Judging from the smiles on all 52 faces that left the Screening Room opening night, The Duke, a comedy starring two royals of British cinema, Jim Broadbent and Helen Mirren, is already 2022’s “feel-good movie” of the year.

In the lobby as they left, I heard the phrase a few times over laughter surprisingly left over following the roars provoked by the 95-minute film.

I enjoyed it as much as they, although I try to avoid that “feel-good” label since it always implies a lack of substance. Duke reminds me of 2005’s Mrs. Palfrey at the Claremont with Joan Plowright, not for the story, but for its empathy, a substantial quality in both.

With a title referring to a portrait of the Duke of Wellington by Francisco Goya, it offers plenty: About class, about family, about community, about arts and philanthropy, about life in an industrial city, about loss and reconciliation. Most of it is left unstated, but it is present in every frame. You may be able to quote Kempton Bunton’s jokes for days to come, but you will see Newcastle’s smokestacks to and beyond next year’s Oscars.

Based on a true story, Duke recounts the theft of Goya’s portrait from the National Gallery in London and the trial of Bunton in 1961. If you are over 70 and were a fan of boxing at the time, you’ll enjoy the Henry Cooper joke yet again after all these years

To put it mildly, Bunton is an eccentric 60-year-old cabbie who fashions himself as a modern-day Don Quixote tilting at the windmill of a British government that requires licenses for watching television. The elderly need TV, he reasons, to avoid loneliness and stay connected. Sounds impossible now, but this is 1961 when signals are few and cathode rays not that easy to come by. Broadbent appears to enjoy playing the role as much as we enjoy watching him; however, the authorities are not at all amused, and he does short stints in jail for stealing signals.

Nor is his long-suffering wife, Dorothy (Mirren), amused. But we sense early on with the aid of slight hints, most of them unspoken, that there’s something deeper in her discontent. And that it is not so much caused by her slap-happy husband. We see it mostly on her face as she dusts and scrubs the home of a wealthy couple, especially when she looks out the window to see their child on a bicycle.
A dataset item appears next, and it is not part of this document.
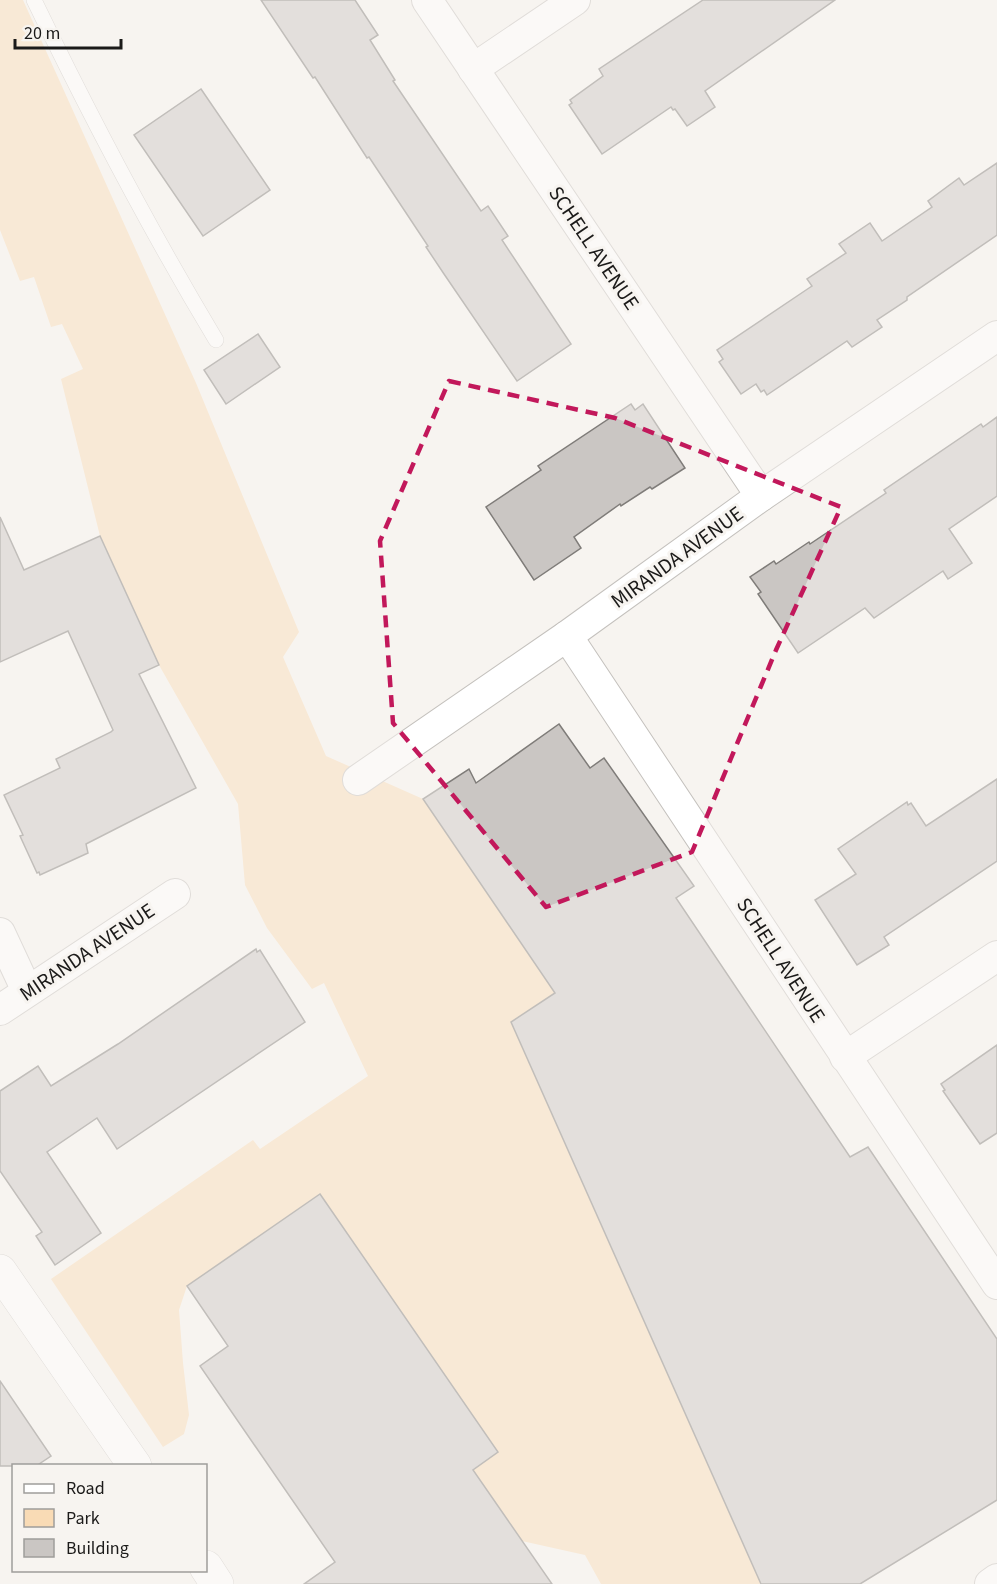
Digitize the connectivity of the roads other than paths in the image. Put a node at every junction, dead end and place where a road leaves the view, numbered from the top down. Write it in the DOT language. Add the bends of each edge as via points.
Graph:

In addition to his public–and workplace–antics, Bunton fashions himself a playwright, but gains only rejection slips. In keeping with his spirit, which is the charm of Duke, he imagines the life of Jesus had he been born a woman in a play titled “The Adventures of Susan Christ.” One rejection that he reads to his wife ends with the line, “there is no audience for grief.”

The Buntons have two sons, one of whom keeps an emotional if not physical distance, the other of whom is gradually drawn to his dad’s crusade. He watches with alarm from the balcony at the trial but cannot resist his father’s jokes:

Prosecutor: Where did you go?

Bunton: To the bucket shop.

Prosecutor: What’s a bucket shop?

Bunton: A shop that sells buckets.

Prosecutor: Where is it?

Bunton: Why? Do you need a bucket?

Judge: Mr. Bunton, you are on trial. This is not an audition for a musical.

Goya’s portrait serves this film as what Alfred Hitchcock called a “MacGuffin.” Not long into the film, without our noticing, Duke turns into a puzzle. There are scenes where you expect one thing and get quite another. In the courtroom at the end, his Laurel-and-Hardy exchange with the prosecutor turns into echoes of John Donne’s “No Man is an Island” and “For Whom the Bell Tolls.” Even the courtroom reporters who chuckled at everything else have their breath taken away. Camera cuts away to Dorothy walking outside on her way to a reconciliation of her own.

Duke is a story of grief disguised as a feel-good movie. And audiences are all for it.